# Data for review:
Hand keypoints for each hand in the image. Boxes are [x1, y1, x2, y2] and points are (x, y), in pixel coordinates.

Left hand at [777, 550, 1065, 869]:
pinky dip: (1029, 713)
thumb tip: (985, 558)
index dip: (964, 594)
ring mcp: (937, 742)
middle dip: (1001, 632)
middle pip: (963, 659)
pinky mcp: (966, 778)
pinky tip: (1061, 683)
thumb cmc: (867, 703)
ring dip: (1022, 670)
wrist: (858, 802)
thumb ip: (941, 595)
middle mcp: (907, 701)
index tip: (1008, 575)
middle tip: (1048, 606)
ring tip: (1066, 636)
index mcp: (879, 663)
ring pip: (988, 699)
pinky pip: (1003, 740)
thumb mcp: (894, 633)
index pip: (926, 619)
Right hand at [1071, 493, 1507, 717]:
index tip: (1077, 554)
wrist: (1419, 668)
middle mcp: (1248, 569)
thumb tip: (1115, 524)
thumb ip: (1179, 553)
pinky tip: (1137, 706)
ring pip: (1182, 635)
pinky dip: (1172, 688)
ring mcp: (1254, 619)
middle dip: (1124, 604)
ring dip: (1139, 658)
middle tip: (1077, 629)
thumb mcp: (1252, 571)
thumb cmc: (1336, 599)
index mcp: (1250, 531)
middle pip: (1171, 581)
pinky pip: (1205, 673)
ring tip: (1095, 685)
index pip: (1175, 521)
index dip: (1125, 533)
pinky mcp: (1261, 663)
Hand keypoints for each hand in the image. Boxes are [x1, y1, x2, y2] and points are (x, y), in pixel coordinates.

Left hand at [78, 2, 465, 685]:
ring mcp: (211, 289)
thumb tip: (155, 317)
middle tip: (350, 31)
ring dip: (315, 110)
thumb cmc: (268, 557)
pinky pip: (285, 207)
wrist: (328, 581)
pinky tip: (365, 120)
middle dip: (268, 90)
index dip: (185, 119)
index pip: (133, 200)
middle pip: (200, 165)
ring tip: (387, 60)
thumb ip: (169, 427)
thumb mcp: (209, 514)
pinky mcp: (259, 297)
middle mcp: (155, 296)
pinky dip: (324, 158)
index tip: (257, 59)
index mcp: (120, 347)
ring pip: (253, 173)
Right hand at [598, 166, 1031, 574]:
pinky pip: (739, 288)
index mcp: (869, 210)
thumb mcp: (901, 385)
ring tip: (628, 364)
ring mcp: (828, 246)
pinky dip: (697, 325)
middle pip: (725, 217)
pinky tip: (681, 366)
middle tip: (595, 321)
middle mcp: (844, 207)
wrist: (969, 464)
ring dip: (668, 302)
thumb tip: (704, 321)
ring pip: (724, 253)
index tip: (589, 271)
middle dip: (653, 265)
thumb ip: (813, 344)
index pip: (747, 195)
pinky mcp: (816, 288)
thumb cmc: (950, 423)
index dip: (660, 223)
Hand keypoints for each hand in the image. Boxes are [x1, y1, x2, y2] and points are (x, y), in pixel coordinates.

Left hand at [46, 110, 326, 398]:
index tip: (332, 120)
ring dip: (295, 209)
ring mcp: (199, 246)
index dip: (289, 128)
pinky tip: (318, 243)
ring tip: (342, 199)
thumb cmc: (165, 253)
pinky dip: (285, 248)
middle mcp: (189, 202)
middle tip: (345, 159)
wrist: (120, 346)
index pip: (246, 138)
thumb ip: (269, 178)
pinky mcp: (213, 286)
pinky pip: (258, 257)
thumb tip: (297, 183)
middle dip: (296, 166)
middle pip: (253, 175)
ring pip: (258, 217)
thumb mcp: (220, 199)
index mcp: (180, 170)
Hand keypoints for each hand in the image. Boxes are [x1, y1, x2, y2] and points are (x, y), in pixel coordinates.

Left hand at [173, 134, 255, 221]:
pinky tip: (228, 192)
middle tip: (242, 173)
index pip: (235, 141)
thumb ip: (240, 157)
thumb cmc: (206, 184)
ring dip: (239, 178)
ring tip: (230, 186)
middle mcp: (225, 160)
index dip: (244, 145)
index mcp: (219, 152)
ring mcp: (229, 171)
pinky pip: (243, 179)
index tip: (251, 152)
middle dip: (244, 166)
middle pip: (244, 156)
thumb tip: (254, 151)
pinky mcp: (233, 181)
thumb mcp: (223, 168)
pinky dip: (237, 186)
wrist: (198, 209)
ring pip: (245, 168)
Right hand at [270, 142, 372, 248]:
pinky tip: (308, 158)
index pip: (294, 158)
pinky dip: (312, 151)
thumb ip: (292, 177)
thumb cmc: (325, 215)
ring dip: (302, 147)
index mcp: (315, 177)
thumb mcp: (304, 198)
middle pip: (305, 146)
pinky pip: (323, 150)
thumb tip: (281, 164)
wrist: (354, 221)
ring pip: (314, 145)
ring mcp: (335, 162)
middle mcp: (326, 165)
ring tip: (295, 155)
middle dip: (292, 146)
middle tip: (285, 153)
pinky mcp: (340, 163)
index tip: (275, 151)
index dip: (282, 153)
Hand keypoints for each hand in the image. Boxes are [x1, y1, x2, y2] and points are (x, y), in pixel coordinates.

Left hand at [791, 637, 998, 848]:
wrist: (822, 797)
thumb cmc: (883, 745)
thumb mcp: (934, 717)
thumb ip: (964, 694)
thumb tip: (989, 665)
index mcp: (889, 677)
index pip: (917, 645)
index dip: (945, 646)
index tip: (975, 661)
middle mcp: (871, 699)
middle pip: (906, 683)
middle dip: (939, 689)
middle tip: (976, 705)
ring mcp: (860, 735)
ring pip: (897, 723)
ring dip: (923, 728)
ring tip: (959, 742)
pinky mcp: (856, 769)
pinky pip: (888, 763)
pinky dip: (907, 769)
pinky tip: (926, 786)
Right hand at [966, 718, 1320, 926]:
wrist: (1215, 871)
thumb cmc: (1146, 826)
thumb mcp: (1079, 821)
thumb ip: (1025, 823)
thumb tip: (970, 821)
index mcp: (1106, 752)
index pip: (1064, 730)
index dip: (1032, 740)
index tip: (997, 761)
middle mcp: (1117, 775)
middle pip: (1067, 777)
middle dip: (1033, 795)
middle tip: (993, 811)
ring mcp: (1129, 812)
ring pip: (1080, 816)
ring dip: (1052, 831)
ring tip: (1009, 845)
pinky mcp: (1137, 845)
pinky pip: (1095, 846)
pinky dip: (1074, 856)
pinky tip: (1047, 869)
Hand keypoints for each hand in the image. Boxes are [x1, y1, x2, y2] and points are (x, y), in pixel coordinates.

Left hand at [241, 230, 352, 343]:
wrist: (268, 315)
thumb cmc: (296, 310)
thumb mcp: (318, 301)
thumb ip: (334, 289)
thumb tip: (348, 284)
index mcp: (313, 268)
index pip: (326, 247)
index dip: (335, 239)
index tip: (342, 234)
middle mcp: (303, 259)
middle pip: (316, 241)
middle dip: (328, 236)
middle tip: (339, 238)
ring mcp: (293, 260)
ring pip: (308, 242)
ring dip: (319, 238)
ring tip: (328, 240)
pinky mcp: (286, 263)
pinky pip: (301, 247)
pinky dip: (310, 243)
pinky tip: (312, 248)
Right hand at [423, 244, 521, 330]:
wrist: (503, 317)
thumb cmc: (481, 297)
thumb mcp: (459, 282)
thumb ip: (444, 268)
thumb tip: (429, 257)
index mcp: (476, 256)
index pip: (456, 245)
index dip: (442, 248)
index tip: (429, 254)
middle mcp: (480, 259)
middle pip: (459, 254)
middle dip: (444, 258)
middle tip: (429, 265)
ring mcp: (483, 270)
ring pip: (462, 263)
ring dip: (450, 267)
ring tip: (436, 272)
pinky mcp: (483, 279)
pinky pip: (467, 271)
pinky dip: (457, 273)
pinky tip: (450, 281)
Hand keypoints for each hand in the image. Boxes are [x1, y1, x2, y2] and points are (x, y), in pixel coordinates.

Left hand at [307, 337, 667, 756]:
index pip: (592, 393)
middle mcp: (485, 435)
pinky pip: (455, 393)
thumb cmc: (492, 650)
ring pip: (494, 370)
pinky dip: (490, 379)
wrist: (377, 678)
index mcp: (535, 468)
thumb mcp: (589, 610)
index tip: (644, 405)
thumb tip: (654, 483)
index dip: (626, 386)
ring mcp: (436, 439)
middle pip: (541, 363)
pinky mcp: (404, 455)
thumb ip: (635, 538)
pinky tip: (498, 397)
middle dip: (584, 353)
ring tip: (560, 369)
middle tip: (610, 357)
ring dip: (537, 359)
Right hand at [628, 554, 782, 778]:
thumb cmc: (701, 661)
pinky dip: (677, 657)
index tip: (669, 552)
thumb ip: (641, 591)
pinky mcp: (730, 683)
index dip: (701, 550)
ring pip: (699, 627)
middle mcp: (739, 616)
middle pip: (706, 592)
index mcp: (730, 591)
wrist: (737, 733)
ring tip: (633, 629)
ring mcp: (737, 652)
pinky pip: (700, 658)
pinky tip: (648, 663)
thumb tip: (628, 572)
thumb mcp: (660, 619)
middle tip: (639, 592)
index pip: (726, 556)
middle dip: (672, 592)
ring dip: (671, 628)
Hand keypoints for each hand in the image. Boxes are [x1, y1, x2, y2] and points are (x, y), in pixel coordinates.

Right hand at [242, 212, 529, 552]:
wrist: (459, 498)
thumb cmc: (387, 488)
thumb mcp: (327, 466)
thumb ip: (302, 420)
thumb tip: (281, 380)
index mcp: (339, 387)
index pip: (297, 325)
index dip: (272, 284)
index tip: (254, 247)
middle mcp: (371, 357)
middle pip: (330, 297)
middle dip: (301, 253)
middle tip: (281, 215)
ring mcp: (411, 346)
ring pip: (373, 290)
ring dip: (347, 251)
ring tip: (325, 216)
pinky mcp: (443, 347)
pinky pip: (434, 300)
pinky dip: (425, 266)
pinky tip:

# Requirement:
Only lines with the word "Right" are wanted. Find and copy them from the records above.

# Answer box:
Right hand at [1071, 493, 1507, 717]:
Right hand at [598, 166, 1031, 574]:
Right hand at [270, 142, 372, 248]:
Right hand at [966, 718, 1320, 926]:
Right hand at [423, 244, 521, 330]:
Right hand at [628, 554, 782, 778]:
Right hand at [242, 212, 529, 552]:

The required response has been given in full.